Exercise brief - Every entry needs to be reproduced exactly.

[[ Data in this exercise, beginning ]]

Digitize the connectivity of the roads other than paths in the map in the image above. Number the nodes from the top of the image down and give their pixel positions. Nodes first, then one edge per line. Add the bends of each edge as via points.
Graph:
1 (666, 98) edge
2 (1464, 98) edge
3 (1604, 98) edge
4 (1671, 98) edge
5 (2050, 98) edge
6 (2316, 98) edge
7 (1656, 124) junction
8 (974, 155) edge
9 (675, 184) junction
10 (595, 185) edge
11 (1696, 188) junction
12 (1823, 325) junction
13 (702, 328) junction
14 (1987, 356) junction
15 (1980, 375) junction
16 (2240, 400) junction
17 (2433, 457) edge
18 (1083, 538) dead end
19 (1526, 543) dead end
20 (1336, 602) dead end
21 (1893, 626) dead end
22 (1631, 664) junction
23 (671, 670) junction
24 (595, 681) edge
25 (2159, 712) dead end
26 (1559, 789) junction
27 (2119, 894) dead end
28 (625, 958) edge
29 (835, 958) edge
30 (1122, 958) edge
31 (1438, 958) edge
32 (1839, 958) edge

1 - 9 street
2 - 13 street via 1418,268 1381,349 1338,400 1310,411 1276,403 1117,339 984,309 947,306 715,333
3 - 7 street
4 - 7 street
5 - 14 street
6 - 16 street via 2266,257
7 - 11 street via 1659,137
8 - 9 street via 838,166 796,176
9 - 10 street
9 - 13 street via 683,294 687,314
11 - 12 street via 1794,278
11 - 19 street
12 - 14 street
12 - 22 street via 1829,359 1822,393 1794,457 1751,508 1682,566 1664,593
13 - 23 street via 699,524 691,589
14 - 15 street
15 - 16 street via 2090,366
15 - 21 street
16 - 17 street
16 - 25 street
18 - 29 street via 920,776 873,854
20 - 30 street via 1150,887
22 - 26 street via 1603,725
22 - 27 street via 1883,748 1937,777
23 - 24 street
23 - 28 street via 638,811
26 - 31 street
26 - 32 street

[[ Data in this exercise, end ]]

Exercise output -
Digitize the connectivity of the roads other than paths in the map in the image above. Number the nodes from the top of the image down and give their pixel positions. Nodes first, then one edge per line. Add the bends of each edge as via points.
Graph:
1 (666, 98) edge
2 (1464, 98) edge
3 (1604, 98) edge
4 (1671, 98) edge
5 (2050, 98) edge
6 (2316, 98) edge
7 (1656, 124) junction
8 (974, 155) edge
9 (675, 184) junction
10 (595, 185) edge
11 (1696, 188) junction
12 (1823, 325) junction
13 (702, 328) junction
14 (1987, 356) junction
15 (1980, 375) junction
16 (2240, 400) junction
17 (2433, 457) edge
18 (1083, 538) dead end
19 (1526, 543) dead end
20 (1336, 602) dead end
21 (1893, 626) dead end
22 (1631, 664) junction
23 (671, 670) junction
24 (595, 681) edge
25 (2159, 712) dead end
26 (1559, 789) junction
27 (2119, 894) dead end
28 (625, 958) edge
29 (835, 958) edge
30 (1122, 958) edge
31 (1438, 958) edge
32 (1839, 958) edge

1 - 9 street
2 - 13 street via 1418,268 1381,349 1338,400 1310,411 1276,403 1117,339 984,309 947,306 715,333
3 - 7 street
4 - 7 street
5 - 14 street
6 - 16 street via 2266,257
7 - 11 street via 1659,137
8 - 9 street via 838,166 796,176
9 - 10 street
9 - 13 street via 683,294 687,314
11 - 12 street via 1794,278
11 - 19 street
12 - 14 street
12 - 22 street via 1829,359 1822,393 1794,457 1751,508 1682,566 1664,593
13 - 23 street via 699,524 691,589
14 - 15 street
15 - 16 street via 2090,366
15 - 21 street
16 - 17 street
16 - 25 street
18 - 29 street via 920,776 873,854
20 - 30 street via 1150,887
22 - 26 street via 1603,725
22 - 27 street via 1883,748 1937,777
23 - 24 street
23 - 28 street via 638,811
26 - 31 street
26 - 32 street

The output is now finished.